◆ **Extracted material**:

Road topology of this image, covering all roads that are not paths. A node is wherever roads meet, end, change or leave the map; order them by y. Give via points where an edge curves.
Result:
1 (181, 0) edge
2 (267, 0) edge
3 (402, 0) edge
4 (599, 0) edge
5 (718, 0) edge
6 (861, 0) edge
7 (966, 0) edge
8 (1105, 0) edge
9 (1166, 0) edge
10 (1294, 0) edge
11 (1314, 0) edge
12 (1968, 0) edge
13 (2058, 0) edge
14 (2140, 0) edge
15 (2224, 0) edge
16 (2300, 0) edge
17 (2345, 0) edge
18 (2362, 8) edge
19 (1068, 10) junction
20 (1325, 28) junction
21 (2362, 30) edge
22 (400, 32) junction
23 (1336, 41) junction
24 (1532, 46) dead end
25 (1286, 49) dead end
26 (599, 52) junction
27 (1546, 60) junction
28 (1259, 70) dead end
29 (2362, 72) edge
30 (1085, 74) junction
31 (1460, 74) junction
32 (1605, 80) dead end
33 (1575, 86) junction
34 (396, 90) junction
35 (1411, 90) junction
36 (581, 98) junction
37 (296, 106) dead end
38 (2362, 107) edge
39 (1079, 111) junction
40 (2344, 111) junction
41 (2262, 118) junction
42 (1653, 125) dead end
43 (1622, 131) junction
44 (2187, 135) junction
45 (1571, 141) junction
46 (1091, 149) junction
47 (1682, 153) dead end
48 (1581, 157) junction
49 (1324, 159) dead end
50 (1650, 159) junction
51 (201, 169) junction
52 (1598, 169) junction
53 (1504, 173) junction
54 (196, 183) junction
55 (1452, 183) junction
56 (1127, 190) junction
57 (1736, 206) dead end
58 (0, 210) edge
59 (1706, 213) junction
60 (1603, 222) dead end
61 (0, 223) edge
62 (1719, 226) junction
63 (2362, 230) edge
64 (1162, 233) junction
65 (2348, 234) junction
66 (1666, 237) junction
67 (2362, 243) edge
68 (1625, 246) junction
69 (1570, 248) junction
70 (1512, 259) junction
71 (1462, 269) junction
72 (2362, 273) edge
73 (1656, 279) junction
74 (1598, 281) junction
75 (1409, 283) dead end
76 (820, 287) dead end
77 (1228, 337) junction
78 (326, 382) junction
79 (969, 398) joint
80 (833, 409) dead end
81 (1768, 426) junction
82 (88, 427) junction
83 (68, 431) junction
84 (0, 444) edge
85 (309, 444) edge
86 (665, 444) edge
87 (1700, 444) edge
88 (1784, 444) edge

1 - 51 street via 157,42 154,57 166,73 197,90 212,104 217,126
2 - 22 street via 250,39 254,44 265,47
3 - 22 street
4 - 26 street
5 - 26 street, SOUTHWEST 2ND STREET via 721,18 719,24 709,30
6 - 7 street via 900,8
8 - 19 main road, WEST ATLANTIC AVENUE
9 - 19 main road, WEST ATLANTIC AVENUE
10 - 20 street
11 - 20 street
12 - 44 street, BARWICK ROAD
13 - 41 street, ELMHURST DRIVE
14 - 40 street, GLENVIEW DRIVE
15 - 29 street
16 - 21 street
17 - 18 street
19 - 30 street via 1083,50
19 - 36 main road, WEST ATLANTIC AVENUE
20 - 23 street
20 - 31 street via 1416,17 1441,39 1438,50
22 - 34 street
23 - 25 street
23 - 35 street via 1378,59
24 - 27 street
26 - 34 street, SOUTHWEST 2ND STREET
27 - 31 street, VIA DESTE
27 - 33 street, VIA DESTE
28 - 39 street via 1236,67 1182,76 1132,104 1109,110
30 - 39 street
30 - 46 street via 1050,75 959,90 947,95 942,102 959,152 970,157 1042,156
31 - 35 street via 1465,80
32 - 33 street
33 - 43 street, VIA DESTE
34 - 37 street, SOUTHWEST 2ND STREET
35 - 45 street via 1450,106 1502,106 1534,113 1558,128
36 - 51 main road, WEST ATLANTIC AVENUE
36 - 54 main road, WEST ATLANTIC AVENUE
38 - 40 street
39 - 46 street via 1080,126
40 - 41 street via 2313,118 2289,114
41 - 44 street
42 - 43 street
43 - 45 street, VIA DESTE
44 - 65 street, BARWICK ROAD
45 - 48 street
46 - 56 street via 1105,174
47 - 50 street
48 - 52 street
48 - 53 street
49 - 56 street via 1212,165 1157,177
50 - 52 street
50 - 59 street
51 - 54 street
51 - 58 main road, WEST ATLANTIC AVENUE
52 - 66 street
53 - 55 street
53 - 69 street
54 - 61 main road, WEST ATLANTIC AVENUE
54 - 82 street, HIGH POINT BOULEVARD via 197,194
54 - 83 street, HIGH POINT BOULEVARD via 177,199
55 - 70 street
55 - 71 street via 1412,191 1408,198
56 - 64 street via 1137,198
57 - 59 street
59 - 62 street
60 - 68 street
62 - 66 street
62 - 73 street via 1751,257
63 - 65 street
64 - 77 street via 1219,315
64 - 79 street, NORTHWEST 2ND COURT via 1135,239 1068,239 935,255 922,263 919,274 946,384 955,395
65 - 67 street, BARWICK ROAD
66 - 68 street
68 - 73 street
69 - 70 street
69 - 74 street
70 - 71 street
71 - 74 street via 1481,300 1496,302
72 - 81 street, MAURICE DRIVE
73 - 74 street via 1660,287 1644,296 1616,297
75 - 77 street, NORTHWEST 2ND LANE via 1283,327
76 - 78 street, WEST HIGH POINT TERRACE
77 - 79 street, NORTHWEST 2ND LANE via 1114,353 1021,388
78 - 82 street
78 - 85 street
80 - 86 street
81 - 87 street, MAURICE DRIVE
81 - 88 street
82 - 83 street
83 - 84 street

◆ **Exercise aim**: In the listing, how many lines include the string "BOULEVARD"? State the number alone.

◆ **Expected output**: 2